Rand begins to slide again

 ·2 Feb 2016

The rand lost further ground against the US dollar on Tuesday, after a move by the Reserve Bank to temper the local unit’s volatility began to lose it’s shine.

An aggressive increase by 50 basis points in the repo rate, along with better than anticipated trade data on Friday, led to the rand going on a run over the weekend.

The currency firmed to R15.89 against the US dollar, having reached a worst level of R17.99 on 11 January, after president Jacob Zuma defended his well documented appointment blunder within the finance department.

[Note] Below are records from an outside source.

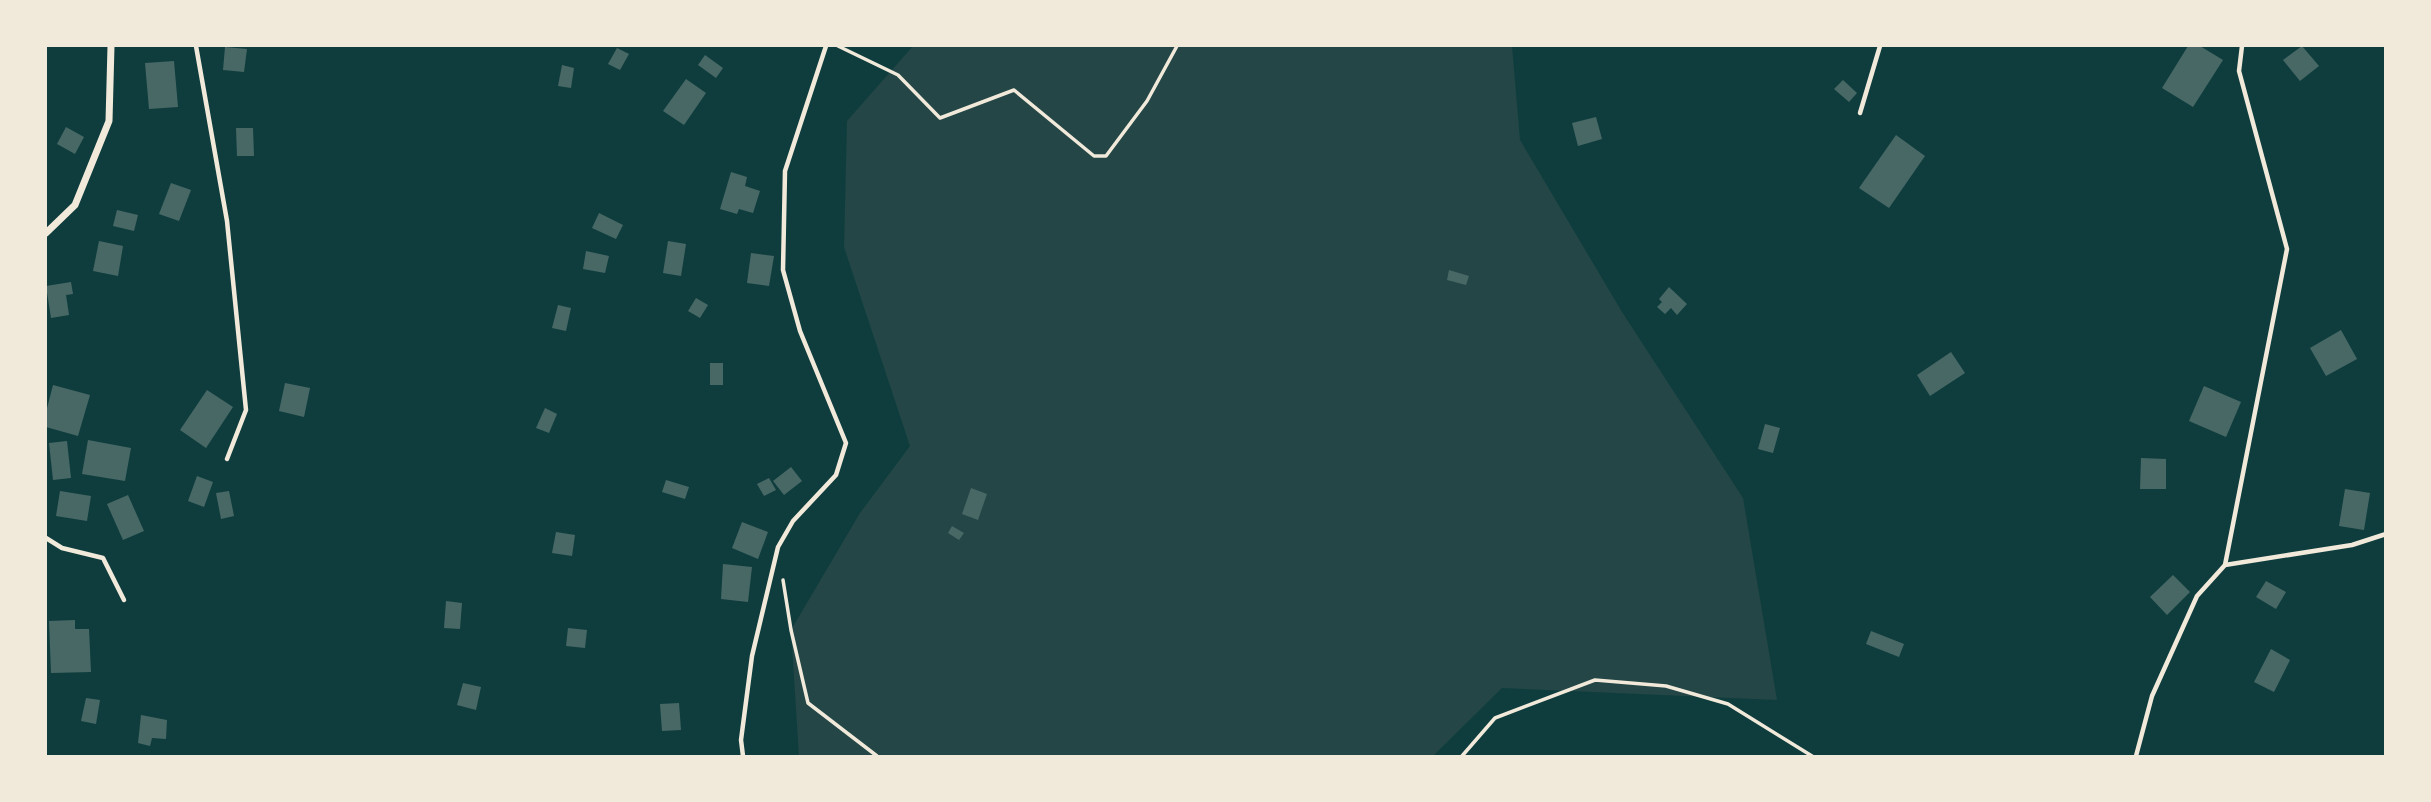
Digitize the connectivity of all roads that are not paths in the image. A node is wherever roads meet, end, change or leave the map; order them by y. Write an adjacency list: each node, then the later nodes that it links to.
1 (111, 46): 7 (street)
2 (196, 46): 8 (lane)
3 (826, 46): 13 (lane)
4 (1880, 46): 6 (lane)
5 (2242, 46): 11 (lane)
6 (1860, 113)
7 (46, 233)
8 (227, 459)
9 (2385, 534): 11 (lane)
10 (46, 538): 12 (lane)
11 (2225, 565): 14 (lane)
12 (124, 600)
13 (743, 757)
14 (2136, 757)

On Tuesday however, the rand gave up more than a percent to the US dollar, trading at R16.06 by 13h40, while the local unit was also weaker against the British pound, at R23.10, and was at R17.52 against the euro.

Reuters said that a ‘dim global outlook’ put emerging market assets on the back foot.

It reported that weak factory production figures from China on Monday stemmed risk appetite, citing traders.

South Africa’s trade surplus widened to a surprise R8.22 billion in December from R683 million in November. The expectation was for a surplus of R1.8 billion.

The rand went into a free-fall following the announcement on 9 December by president Zuma that he had replaced Nhlanhla Nene with unknown ANC MP David van Rooyen, only to replace him three days later with Nene’s former boss Pravin Gordhan.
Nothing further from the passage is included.